Stored items

----

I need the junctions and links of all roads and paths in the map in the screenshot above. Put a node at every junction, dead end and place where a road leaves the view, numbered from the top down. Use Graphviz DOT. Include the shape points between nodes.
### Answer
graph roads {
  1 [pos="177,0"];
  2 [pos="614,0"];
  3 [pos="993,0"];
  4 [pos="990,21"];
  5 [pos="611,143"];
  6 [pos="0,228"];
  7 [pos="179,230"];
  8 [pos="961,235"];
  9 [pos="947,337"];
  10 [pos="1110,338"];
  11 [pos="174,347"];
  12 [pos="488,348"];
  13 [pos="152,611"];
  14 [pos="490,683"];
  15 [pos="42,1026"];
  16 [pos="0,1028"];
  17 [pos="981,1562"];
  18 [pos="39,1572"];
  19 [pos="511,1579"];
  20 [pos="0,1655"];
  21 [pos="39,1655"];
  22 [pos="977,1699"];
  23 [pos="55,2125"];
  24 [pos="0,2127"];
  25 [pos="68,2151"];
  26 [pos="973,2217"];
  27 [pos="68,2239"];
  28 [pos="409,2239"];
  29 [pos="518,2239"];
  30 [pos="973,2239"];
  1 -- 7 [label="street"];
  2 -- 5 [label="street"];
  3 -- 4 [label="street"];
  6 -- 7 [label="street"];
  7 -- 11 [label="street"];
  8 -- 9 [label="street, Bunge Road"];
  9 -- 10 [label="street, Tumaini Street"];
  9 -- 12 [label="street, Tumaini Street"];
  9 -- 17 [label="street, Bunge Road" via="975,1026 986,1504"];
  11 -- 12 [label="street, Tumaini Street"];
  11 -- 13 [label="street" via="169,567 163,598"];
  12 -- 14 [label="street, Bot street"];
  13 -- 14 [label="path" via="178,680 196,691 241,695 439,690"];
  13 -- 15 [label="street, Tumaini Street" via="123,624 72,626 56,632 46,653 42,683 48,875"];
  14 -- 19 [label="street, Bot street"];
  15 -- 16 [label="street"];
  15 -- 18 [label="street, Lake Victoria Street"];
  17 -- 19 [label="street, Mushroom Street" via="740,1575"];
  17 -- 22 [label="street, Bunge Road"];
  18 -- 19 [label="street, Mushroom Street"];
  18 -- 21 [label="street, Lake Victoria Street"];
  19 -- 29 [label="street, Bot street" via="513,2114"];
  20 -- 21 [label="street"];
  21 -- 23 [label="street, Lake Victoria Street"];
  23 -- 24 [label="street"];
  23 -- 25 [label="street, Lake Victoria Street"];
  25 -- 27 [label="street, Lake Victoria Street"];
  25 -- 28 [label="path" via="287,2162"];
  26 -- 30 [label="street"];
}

----

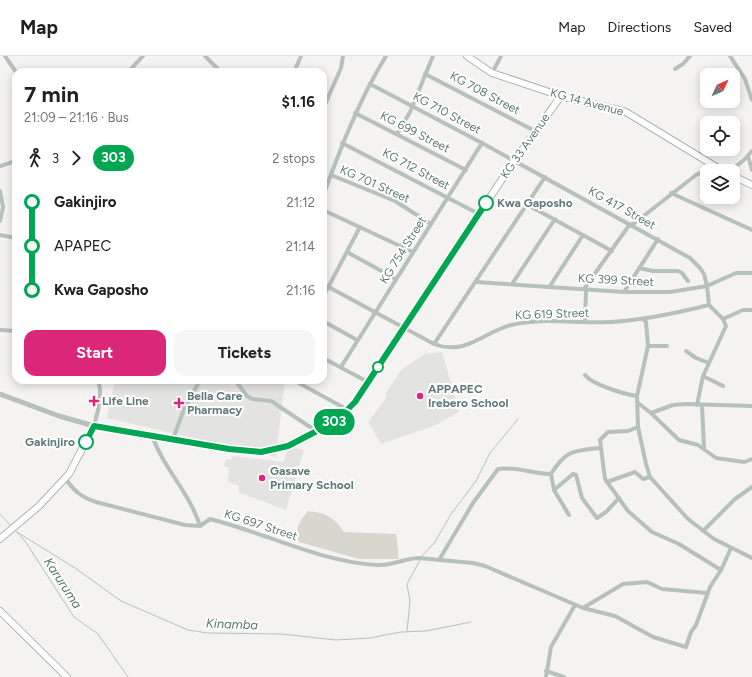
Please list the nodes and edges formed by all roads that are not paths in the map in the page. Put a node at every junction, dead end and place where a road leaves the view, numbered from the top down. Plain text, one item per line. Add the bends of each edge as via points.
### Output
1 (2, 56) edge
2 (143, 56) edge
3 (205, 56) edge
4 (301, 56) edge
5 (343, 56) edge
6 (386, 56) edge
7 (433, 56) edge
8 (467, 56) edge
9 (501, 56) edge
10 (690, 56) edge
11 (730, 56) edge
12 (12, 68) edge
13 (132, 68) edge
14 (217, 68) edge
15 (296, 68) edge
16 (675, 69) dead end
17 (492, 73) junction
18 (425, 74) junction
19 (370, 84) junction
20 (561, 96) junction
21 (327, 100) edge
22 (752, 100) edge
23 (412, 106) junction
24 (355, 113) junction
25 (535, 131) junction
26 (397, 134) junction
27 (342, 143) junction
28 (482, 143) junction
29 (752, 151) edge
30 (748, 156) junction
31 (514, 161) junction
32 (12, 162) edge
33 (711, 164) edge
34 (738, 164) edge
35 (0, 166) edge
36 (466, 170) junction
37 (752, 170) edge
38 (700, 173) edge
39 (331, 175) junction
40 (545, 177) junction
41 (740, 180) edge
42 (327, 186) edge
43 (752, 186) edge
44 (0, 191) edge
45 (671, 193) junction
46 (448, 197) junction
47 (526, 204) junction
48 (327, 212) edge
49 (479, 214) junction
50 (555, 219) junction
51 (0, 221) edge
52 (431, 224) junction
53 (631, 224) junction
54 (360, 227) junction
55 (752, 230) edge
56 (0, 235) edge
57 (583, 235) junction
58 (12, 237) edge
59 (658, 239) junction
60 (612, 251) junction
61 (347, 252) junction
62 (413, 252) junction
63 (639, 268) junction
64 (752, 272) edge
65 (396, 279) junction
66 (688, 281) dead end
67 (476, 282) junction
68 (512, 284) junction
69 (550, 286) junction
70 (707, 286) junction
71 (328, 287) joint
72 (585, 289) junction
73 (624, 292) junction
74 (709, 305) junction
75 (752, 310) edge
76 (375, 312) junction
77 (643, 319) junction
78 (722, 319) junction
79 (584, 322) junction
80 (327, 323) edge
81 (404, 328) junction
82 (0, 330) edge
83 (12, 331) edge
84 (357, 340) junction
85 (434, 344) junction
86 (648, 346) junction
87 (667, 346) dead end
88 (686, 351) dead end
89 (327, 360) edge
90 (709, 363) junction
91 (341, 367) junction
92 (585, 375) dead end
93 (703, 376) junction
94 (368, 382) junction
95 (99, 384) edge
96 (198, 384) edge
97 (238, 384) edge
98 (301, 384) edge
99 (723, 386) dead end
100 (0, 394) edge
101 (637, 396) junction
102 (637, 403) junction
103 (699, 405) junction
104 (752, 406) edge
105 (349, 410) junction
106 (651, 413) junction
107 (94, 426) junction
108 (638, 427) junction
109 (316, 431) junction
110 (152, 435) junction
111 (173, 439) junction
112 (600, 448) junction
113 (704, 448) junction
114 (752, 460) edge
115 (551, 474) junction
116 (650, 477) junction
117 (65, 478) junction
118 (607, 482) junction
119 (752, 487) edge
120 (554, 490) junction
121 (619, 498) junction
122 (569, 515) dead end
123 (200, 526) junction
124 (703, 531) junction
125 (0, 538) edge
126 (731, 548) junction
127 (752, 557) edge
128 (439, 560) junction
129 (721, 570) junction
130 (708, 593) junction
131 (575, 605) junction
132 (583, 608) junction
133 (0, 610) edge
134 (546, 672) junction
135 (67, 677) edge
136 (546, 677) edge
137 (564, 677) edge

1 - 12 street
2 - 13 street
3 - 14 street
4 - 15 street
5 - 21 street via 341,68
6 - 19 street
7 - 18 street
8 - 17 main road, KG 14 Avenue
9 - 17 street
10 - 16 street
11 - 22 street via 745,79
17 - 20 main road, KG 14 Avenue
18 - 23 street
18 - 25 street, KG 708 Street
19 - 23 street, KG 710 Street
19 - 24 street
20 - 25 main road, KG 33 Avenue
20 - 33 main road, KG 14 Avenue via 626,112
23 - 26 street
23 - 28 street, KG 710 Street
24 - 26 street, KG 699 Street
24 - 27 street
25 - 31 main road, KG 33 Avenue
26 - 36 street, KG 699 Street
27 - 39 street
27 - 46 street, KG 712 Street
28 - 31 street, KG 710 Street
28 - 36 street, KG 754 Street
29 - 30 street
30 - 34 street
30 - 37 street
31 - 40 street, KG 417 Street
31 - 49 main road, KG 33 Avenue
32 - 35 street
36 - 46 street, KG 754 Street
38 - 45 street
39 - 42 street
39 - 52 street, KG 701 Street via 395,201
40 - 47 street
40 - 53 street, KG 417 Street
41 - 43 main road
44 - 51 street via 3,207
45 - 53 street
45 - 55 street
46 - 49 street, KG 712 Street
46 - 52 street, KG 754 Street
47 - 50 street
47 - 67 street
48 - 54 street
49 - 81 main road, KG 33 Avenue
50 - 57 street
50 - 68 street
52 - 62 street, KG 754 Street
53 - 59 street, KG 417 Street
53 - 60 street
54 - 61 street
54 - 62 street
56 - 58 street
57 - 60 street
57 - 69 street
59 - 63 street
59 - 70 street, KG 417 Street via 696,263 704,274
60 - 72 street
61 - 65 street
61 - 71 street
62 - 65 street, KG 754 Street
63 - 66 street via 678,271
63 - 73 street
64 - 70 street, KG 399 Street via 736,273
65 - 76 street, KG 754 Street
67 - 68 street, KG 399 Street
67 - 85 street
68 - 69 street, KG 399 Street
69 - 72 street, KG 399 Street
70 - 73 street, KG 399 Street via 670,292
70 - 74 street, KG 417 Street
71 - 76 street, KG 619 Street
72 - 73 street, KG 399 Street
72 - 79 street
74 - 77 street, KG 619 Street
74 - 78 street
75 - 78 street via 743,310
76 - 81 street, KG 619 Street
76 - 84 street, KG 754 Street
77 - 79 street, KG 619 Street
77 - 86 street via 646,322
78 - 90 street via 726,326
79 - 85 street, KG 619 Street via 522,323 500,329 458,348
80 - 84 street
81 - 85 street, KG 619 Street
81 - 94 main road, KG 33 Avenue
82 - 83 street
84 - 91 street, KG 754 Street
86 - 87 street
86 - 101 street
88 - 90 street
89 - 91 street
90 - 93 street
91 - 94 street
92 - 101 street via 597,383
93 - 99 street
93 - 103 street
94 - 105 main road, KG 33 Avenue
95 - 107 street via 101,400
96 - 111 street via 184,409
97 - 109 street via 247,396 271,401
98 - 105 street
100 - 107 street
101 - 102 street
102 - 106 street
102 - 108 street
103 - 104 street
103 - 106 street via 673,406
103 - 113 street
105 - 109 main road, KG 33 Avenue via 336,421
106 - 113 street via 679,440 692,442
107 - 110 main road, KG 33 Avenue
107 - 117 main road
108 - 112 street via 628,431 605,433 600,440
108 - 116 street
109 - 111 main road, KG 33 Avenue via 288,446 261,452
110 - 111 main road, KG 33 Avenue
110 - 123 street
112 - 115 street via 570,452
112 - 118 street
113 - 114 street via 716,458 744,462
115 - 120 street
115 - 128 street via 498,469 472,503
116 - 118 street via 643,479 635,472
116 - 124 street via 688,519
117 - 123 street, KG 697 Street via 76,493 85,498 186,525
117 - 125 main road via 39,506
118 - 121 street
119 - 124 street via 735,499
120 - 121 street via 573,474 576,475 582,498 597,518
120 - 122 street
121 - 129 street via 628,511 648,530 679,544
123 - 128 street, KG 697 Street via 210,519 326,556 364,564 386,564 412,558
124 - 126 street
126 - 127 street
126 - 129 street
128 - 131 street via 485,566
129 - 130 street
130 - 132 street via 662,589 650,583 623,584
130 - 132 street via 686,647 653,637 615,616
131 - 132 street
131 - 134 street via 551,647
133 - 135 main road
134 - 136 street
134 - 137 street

----

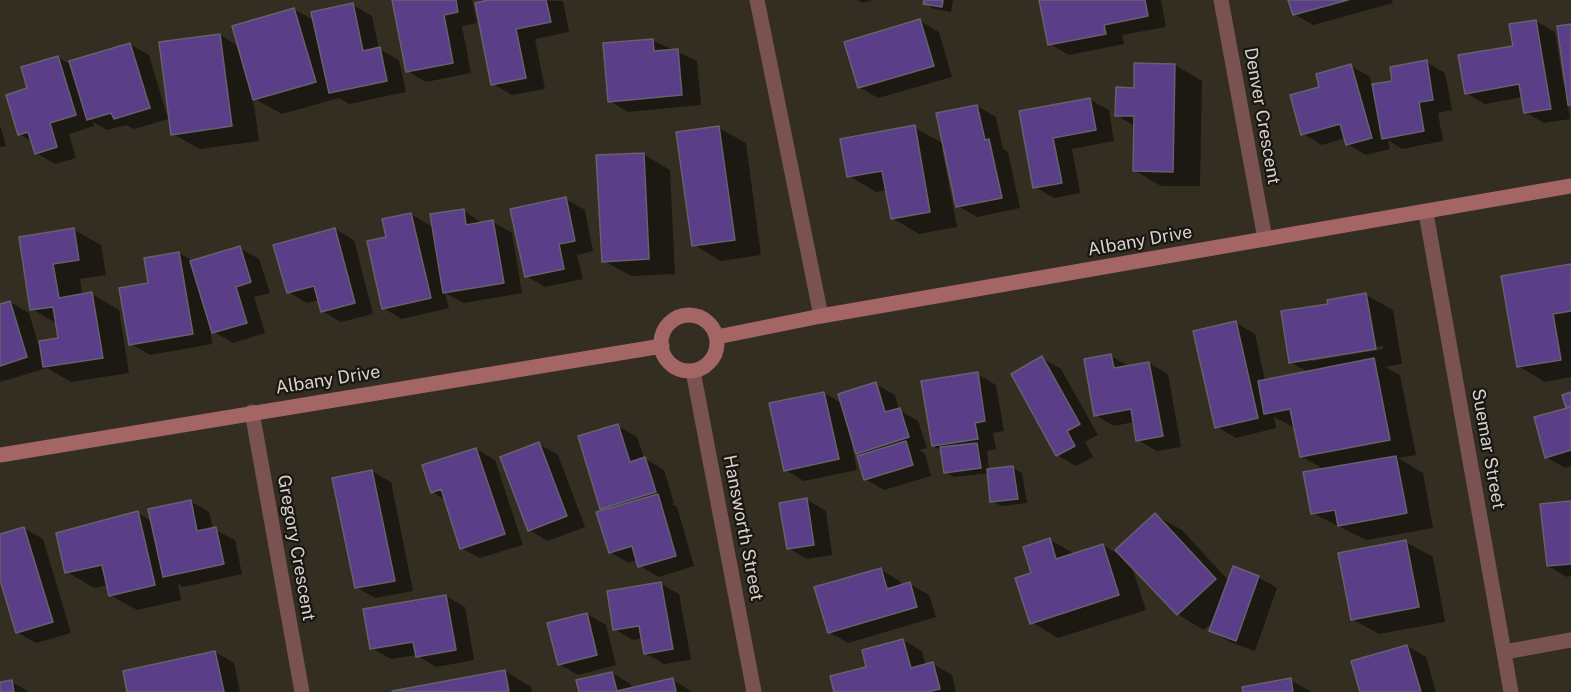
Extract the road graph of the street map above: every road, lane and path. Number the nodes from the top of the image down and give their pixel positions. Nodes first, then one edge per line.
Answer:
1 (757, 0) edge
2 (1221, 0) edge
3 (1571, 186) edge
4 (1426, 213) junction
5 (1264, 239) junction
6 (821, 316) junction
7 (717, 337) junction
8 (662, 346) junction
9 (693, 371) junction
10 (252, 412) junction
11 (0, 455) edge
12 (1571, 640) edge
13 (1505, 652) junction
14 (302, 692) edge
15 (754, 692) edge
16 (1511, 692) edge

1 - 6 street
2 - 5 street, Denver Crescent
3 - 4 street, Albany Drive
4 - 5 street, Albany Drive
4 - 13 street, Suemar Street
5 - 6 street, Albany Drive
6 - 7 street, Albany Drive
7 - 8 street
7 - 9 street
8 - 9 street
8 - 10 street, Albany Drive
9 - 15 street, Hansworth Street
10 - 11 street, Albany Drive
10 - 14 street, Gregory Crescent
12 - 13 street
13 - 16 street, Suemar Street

----

Exercise = Copy each line of the records that contains the word "paths".

Solution for this exercise =
I need the junctions and links of all roads and paths in the map in the screenshot above. Put a node at every junction, dead end and place where a road leaves the view, numbered from the top down. Use Graphviz DOT. Include the shape points between nodes.
Please list the nodes and edges formed by all roads that are not paths in the map in the page. Put a node at every junction, dead end and place where a road leaves the view, numbered from the top down. Plain text, one item per line. Add the bends of each edge as via points.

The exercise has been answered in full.